Could you filter the records below and return each line that holds "where"?
··· Dataset entries
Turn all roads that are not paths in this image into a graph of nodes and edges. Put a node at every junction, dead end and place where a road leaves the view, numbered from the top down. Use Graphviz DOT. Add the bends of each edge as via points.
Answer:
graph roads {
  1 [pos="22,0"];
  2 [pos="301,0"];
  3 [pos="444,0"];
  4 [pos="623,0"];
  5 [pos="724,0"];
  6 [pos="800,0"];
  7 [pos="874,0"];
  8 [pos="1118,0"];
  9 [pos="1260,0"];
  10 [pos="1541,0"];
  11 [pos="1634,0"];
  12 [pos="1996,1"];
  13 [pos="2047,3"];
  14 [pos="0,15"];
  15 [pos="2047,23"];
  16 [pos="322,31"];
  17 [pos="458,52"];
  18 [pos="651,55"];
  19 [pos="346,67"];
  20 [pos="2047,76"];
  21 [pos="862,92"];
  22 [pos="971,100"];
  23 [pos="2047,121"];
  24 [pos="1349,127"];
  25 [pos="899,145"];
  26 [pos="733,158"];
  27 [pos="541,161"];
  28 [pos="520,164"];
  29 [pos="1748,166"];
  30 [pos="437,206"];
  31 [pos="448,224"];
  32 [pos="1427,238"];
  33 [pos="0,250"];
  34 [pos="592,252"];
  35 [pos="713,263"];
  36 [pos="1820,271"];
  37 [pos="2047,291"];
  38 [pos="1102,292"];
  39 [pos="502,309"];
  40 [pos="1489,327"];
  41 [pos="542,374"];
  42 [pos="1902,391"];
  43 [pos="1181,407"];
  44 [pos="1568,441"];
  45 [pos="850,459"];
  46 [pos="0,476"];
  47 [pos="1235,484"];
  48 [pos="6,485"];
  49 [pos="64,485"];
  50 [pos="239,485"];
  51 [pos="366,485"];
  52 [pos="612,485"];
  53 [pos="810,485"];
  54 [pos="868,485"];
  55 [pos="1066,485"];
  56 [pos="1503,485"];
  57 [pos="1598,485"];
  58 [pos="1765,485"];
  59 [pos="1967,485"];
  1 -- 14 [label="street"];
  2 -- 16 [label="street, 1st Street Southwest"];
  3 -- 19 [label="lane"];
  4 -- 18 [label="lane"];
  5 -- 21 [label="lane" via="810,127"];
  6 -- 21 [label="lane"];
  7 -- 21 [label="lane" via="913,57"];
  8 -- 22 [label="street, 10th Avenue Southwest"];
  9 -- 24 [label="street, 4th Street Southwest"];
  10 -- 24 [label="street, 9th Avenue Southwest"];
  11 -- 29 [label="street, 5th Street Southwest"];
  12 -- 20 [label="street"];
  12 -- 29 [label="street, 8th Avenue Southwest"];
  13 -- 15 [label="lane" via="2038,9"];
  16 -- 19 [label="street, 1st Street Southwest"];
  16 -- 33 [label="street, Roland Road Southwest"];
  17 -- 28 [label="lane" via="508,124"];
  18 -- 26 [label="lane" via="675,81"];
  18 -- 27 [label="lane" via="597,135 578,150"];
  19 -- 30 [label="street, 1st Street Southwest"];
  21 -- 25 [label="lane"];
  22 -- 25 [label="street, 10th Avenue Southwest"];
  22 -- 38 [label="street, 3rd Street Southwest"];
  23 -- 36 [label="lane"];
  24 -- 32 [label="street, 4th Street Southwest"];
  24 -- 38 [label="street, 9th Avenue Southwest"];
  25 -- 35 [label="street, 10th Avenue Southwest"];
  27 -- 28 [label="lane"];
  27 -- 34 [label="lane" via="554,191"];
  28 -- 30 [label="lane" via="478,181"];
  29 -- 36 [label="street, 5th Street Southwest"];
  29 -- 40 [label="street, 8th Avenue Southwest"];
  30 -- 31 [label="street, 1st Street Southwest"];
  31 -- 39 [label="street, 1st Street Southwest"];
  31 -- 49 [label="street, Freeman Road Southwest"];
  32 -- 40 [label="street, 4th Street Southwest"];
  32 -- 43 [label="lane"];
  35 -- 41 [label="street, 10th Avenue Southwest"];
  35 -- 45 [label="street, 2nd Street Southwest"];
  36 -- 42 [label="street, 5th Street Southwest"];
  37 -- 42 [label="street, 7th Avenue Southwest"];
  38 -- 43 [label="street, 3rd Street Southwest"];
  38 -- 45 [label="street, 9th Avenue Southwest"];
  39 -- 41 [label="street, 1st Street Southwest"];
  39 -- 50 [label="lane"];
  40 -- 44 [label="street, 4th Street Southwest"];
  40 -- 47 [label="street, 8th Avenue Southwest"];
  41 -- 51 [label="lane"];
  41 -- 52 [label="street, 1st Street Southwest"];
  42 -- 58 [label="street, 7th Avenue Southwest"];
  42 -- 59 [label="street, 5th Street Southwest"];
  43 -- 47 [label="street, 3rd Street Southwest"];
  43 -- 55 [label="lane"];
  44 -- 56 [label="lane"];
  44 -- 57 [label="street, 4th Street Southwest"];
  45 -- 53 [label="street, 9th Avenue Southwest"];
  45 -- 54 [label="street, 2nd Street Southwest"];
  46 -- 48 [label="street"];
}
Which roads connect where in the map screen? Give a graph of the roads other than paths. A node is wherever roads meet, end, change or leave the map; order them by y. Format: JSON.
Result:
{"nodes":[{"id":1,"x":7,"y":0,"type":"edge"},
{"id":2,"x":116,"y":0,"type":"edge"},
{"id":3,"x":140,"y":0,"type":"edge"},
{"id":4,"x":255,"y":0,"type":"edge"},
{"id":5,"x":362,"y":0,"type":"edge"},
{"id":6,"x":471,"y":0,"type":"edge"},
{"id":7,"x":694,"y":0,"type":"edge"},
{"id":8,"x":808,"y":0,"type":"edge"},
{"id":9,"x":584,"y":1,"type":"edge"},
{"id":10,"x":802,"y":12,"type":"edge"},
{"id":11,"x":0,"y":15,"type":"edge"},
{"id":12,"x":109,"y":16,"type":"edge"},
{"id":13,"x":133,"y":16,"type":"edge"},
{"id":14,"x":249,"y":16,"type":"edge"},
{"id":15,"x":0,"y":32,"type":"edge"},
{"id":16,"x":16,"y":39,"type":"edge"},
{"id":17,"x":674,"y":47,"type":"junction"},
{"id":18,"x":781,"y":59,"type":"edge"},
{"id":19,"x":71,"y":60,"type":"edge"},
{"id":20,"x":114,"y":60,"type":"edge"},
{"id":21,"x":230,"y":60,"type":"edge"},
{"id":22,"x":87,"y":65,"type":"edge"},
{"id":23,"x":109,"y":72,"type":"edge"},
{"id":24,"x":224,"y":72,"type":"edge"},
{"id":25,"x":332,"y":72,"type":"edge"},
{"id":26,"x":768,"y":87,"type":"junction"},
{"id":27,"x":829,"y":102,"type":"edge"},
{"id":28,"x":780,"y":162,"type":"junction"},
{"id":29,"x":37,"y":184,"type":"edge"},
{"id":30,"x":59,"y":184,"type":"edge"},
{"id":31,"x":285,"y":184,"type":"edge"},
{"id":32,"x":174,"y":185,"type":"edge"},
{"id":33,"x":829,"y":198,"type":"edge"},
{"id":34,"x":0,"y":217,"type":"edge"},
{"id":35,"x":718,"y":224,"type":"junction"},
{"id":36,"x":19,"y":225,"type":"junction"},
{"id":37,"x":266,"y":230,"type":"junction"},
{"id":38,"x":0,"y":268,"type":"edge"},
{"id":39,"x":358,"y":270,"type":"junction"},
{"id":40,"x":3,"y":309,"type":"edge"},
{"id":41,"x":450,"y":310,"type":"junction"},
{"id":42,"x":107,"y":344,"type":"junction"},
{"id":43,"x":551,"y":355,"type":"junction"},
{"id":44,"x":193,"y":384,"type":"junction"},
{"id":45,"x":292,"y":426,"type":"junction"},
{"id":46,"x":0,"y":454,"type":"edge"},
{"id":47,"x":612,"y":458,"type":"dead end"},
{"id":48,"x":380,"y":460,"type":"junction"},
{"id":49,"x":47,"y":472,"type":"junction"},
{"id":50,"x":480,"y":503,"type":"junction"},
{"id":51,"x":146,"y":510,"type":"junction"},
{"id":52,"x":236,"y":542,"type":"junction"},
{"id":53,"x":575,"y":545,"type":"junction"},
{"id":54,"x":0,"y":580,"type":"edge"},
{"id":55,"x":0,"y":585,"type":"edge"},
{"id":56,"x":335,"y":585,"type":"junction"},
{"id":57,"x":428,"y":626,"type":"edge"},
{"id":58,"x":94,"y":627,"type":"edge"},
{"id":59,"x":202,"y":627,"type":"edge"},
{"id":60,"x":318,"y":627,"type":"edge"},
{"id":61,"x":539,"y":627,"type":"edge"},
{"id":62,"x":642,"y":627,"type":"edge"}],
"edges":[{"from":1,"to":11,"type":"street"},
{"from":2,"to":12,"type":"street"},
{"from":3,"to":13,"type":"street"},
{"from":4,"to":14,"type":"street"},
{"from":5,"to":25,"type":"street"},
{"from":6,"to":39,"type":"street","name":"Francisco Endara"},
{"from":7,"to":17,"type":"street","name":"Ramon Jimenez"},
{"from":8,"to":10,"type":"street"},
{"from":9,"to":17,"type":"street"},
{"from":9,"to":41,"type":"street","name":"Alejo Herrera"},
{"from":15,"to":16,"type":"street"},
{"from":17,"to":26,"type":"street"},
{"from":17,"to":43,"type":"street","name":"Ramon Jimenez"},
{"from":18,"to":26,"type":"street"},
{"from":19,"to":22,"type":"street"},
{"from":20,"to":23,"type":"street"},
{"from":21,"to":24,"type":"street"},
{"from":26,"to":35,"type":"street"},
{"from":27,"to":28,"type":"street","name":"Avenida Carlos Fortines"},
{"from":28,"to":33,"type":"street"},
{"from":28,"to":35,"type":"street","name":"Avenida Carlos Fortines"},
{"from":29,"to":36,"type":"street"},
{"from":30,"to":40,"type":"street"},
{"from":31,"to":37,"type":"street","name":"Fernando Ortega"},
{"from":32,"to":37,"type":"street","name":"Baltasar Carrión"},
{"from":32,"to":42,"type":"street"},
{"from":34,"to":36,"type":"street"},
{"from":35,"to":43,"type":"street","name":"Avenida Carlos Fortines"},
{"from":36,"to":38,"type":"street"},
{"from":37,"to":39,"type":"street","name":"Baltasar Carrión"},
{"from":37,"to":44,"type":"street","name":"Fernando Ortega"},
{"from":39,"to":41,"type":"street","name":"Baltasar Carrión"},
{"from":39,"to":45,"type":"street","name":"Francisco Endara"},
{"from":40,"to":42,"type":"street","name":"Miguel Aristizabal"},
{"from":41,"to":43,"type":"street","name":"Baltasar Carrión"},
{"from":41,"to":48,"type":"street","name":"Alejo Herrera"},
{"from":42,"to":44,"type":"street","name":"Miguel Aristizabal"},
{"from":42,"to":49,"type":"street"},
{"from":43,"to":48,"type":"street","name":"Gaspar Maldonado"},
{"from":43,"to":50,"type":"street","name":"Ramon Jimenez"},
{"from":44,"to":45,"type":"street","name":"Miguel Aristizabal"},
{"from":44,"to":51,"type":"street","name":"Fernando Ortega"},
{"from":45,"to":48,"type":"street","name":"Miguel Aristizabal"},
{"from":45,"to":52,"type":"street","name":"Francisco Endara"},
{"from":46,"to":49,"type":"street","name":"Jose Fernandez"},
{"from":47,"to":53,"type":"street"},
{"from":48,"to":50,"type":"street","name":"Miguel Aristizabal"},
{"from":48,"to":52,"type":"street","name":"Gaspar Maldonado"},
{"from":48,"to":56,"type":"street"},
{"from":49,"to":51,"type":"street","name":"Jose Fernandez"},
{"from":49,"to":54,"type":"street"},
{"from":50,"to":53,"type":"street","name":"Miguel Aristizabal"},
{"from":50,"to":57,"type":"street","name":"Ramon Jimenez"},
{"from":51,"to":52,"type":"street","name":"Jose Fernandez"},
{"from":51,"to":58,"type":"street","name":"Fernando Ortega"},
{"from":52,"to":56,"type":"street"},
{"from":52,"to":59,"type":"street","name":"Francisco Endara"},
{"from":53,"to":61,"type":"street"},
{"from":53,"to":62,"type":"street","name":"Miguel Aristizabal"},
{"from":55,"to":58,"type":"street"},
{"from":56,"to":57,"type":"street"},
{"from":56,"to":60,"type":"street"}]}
······
(Result of this exercise):
Turn all roads that are not paths in this image into a graph of nodes and edges. Put a node at every junction, dead end and place where a road leaves the view, numbered from the top down. Use Graphviz DOT. Add the bends of each edge as via points.
Which roads connect where in the map screen? Give a graph of the roads other than paths. A node is wherever roads meet, end, change or leave the map; order them by y. Format: JSON.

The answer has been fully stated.